Let $x\in\partial M$ be any point on the boundary of $M$. Since $M$ is a manifold with boundary, there is an open neighborhood $U$ of $x$ that is homeomorphic to an open subset $V$ of $\mathbb H^n=\{ x\in\mathbb R^n : x_n\ge 0\}$ via a homeomorphism $\phi: U\to V$. Since $x\in\partial M$ we know that $\phi(x)\in V\cap\partial\mathbb H^n$, i.e. $(\phi(x))_n=0$. Since $\phi:U\to V$ is a homeomorphism, it restricts to a homeomorphism $$\phi^{-1}(V\cap\partial\mathbb H^n) \to V\cap\partial\mathbb H^n.$$ We know that $V\cap\partial\mathbb H^n$ is open in the subspace topology on $\partial\mathbb H^n$ since $V$ is open in $\mathbb H^n$. Thus $V\cap\partial\mathbb H^n$ is an open neighborhood of $\phi(x)$ in $\partial\mathbb H^n$.

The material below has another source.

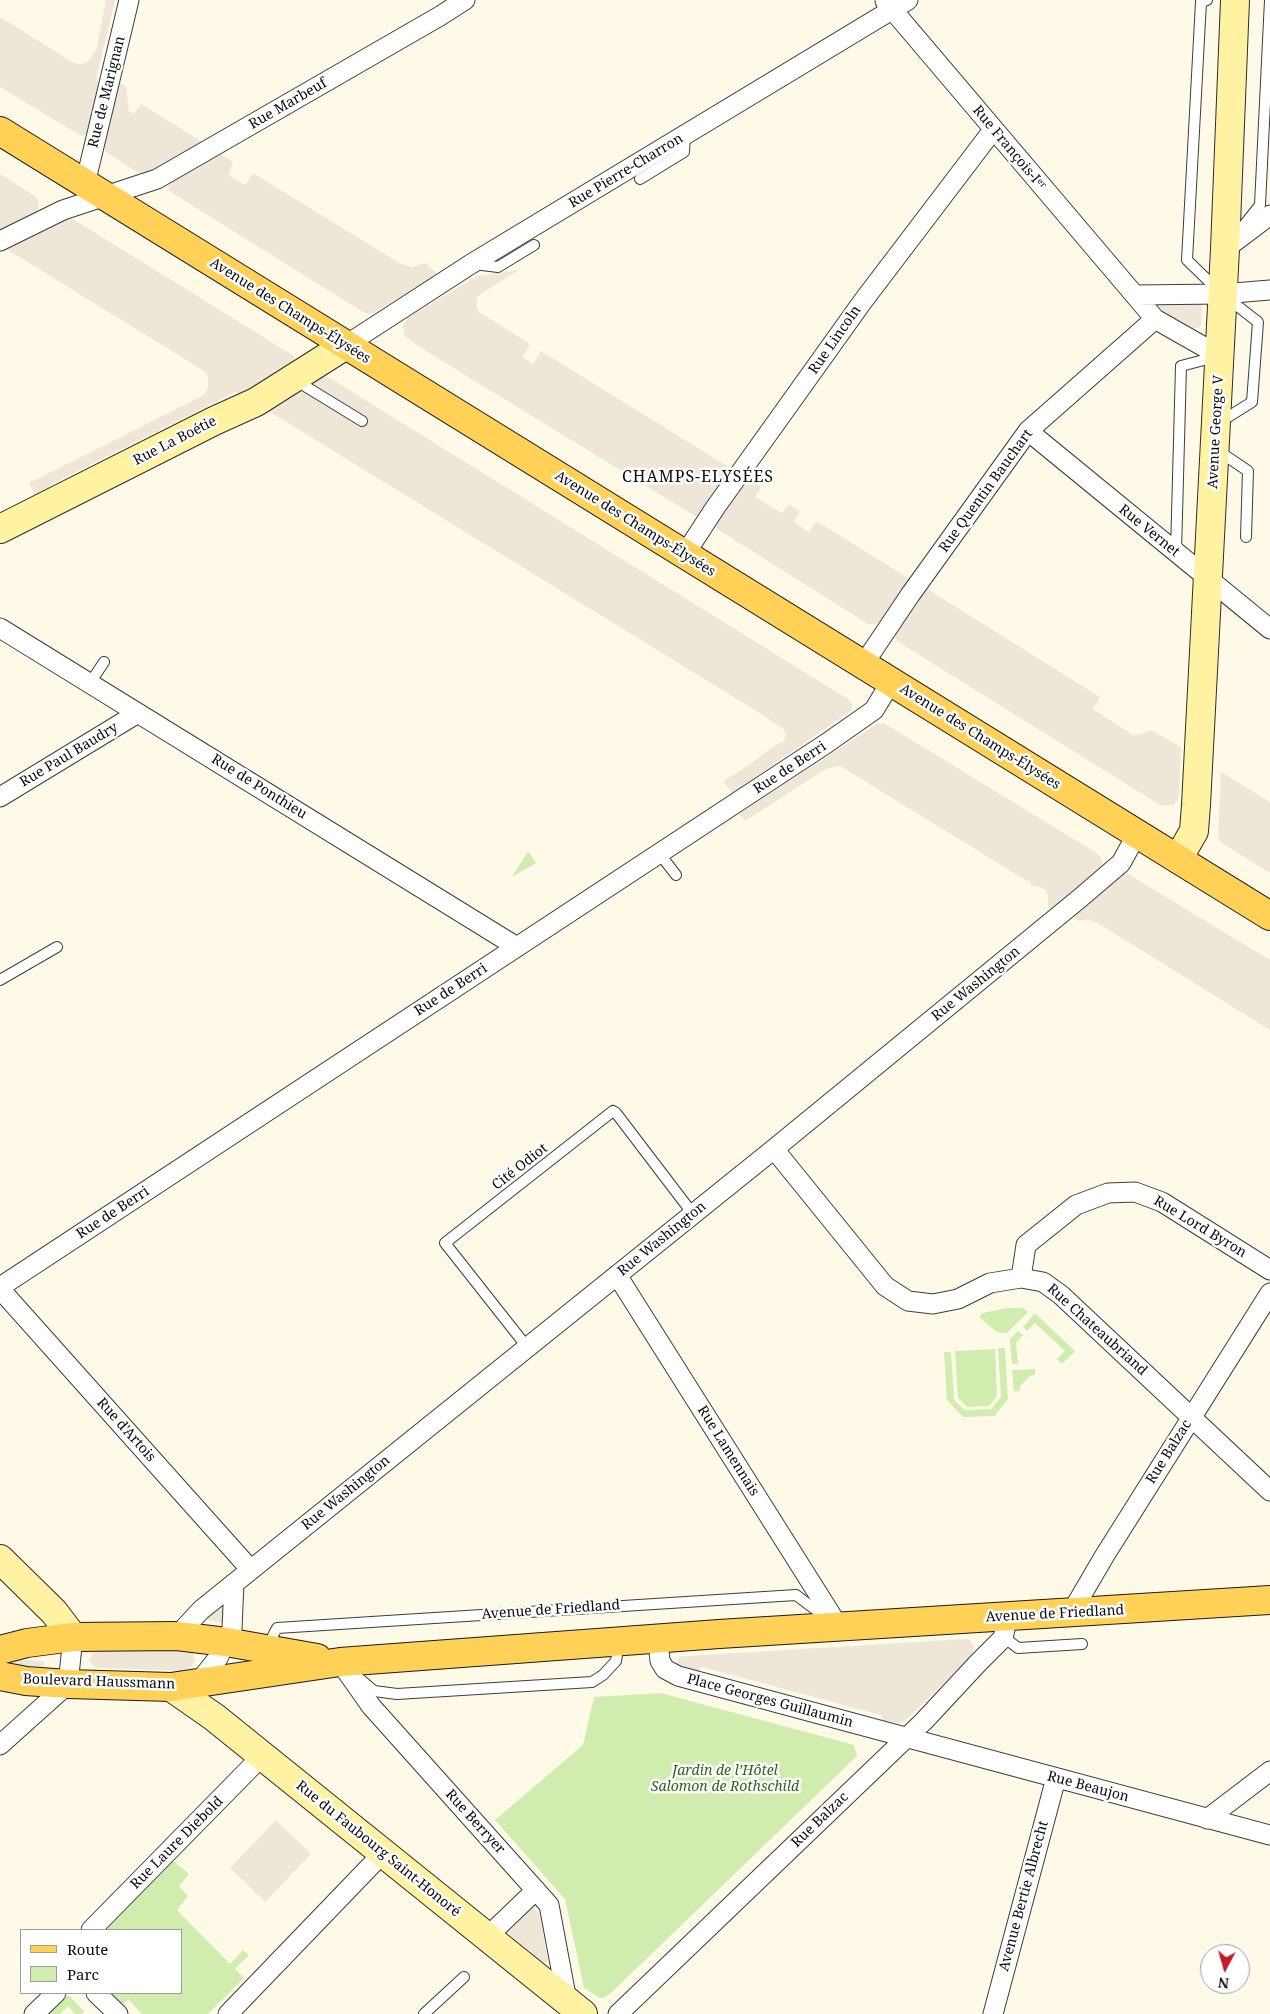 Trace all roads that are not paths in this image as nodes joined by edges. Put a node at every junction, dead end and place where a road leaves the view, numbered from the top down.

Now the open neighborhood $U\cap \partial M$ of $x$ in $\partial M$ is exactly $\phi^{-1}(V\cap\partial\mathbb H^n)$, which as we showed, is homeomorphic to an open subset of $\partial\mathbb H^n\cong\mathbb R^{n-1}$.


On $\partial M$: The most simple definition of $\partial M$ would be the set of all points of $M$ that don't have open neighborhoods which are isomorphic to open sets in $\mathbb R^n$. This gives you that any coordinate chart $\phi:U\to V$ of a manifold with a boundary has to send points of $\partial M$ to points of $\partial \mathbb H^n=\{x\in\mathbb H^n : x_n=0\}$, since all other points in $\mathbb H^n$ have open neighborhoods in $\mathbb R^n$ which can be pulled back to open neighborhoods in $M$ via $\phi$.

Another definition would be that $\partial M$ consists of all points of $M$ that are mapped to points of $\partial\mathbb H^n$ via all (or equivalently one) coordinate chart.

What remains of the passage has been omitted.